(Work task)
Starting with the line that contains "index pip: (959, 787)" and stopping after the line that contains "ring tip: (981, 909)", return each line below exactly as written, with no others.
-.-.-
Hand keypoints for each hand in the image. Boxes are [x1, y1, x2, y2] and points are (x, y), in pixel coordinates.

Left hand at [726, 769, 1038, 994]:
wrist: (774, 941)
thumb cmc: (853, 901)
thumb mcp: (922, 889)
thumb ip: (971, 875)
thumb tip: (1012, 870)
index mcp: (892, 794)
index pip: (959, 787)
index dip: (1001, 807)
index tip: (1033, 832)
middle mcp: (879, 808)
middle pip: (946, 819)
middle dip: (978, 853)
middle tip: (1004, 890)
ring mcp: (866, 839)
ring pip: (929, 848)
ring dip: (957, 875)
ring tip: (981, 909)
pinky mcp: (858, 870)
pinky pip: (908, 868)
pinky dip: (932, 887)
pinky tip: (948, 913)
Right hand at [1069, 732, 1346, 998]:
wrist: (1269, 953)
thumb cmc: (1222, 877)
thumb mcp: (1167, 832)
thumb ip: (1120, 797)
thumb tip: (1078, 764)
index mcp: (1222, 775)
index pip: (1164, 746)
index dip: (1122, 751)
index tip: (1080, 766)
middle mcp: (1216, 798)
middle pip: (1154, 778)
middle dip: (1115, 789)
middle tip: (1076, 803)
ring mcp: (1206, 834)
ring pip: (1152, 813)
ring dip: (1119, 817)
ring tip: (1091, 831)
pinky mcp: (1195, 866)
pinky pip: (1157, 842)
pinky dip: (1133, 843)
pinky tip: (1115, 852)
-.-.-
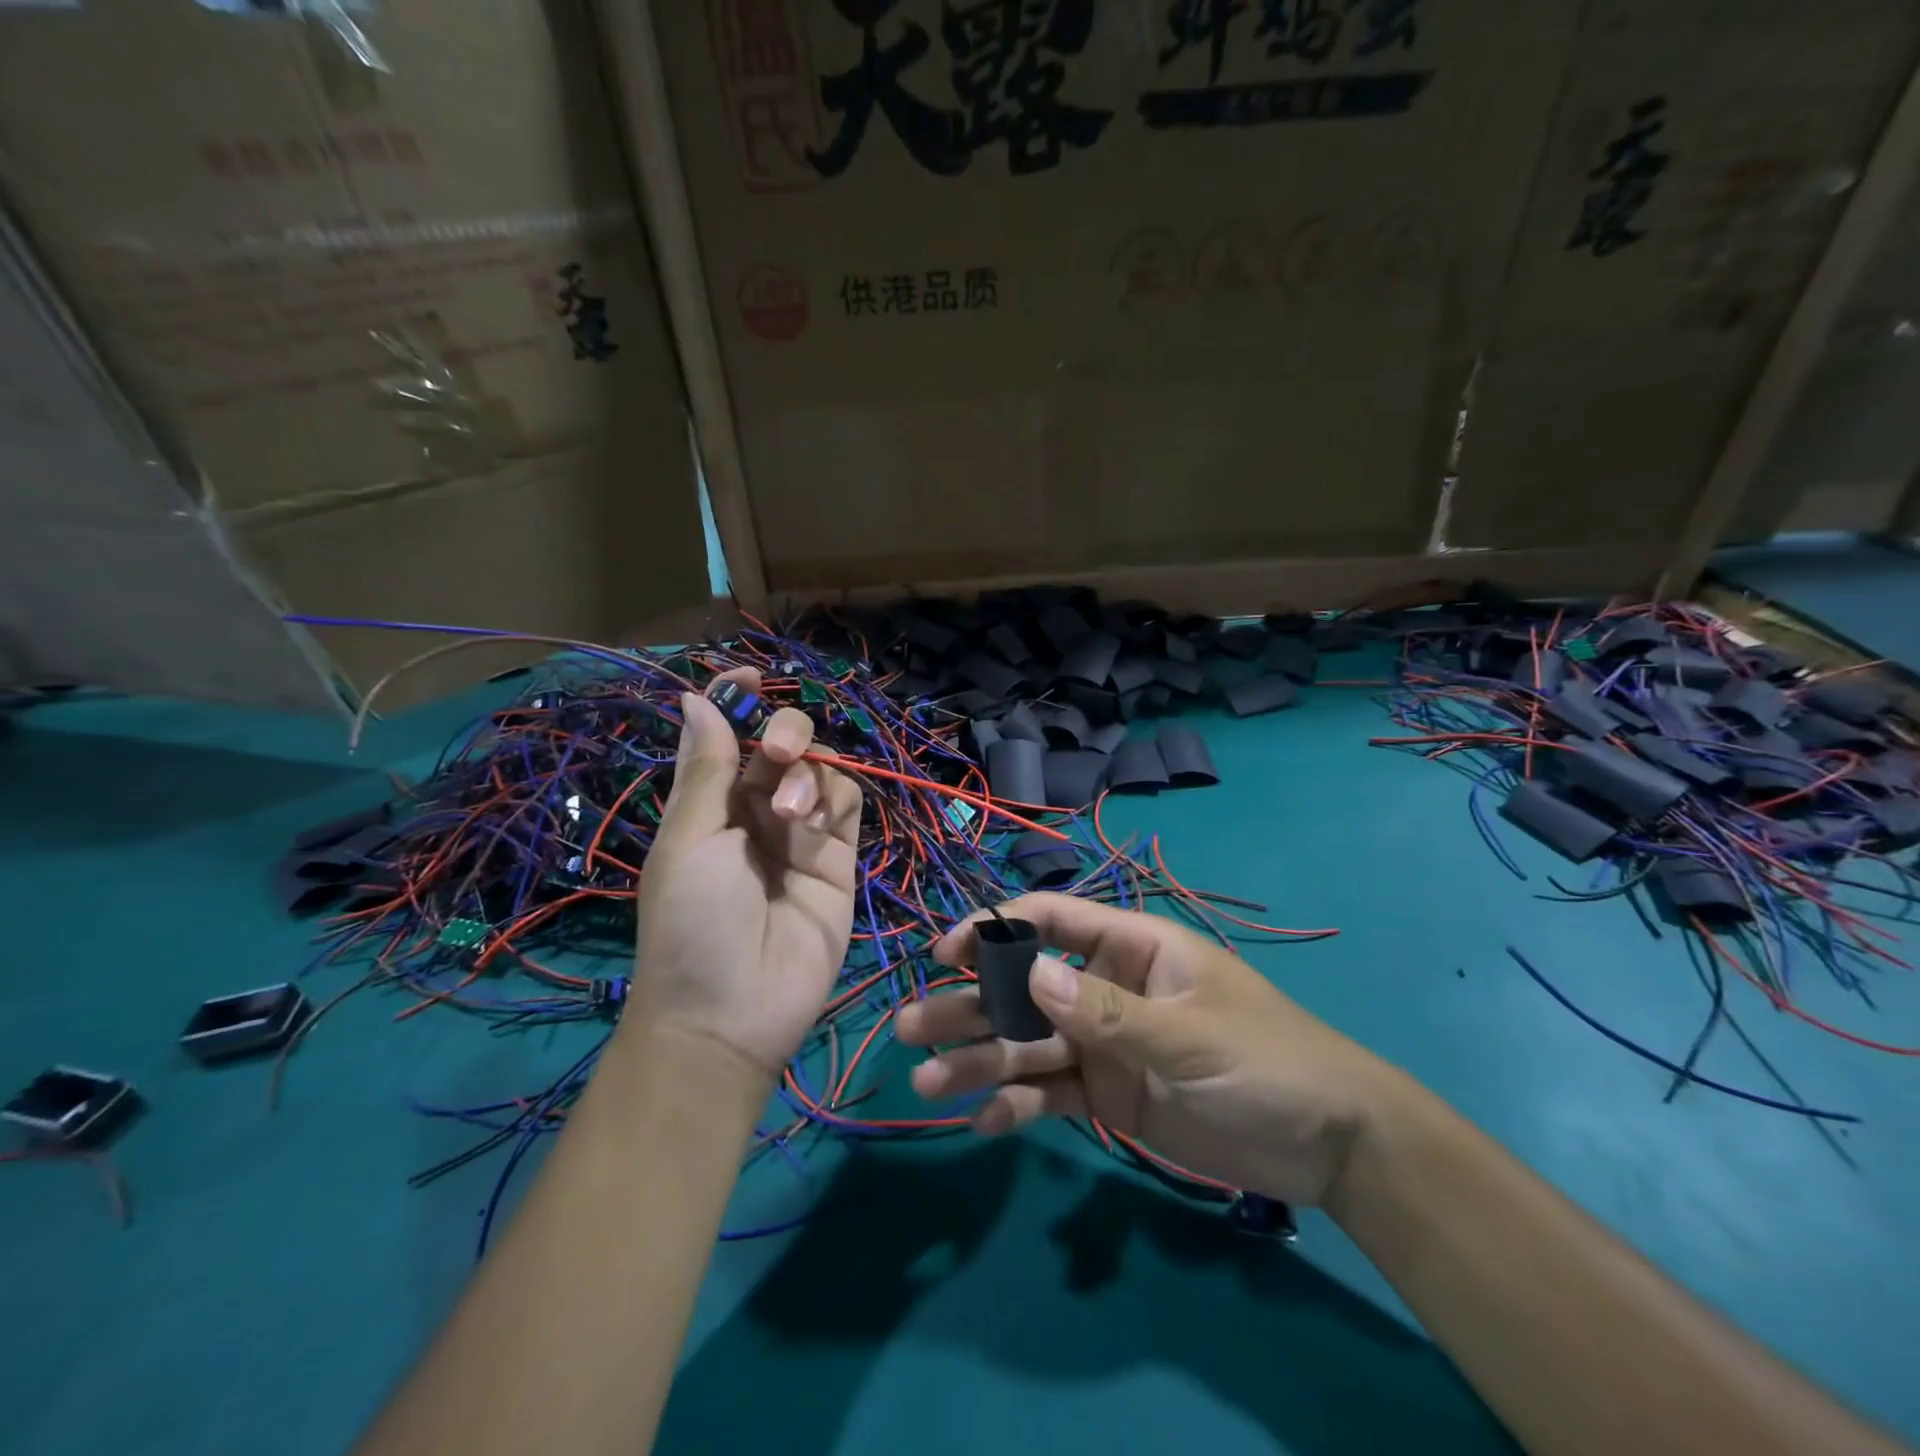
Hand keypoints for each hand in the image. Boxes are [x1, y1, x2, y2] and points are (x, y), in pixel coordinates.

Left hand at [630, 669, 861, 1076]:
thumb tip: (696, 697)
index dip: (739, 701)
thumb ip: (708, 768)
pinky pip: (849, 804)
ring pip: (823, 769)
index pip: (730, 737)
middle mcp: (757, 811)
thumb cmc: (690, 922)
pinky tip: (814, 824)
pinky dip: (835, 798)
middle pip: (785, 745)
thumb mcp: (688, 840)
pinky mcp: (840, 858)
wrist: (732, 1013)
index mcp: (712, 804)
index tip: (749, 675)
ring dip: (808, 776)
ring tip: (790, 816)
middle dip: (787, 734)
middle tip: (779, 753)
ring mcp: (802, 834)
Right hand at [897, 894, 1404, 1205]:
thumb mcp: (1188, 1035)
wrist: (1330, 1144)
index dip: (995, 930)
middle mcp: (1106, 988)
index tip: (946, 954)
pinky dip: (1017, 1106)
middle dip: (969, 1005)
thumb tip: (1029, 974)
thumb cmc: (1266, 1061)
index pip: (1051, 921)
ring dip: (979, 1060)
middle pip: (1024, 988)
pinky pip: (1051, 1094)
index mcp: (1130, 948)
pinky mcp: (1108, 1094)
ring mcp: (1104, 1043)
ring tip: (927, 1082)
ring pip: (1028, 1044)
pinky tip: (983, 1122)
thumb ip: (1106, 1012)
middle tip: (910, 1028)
-.-.-
(Task result)
index pip: (959, 787)
index dip: (1001, 807)
index tip: (1033, 832)
middle mcp: (879, 808)
middle pip: (946, 819)
middle dip: (978, 853)
middle tip: (1004, 890)
ring mcp: (866, 839)
ring pip: (929, 848)
ring dip: (957, 875)
ring tip: (981, 909)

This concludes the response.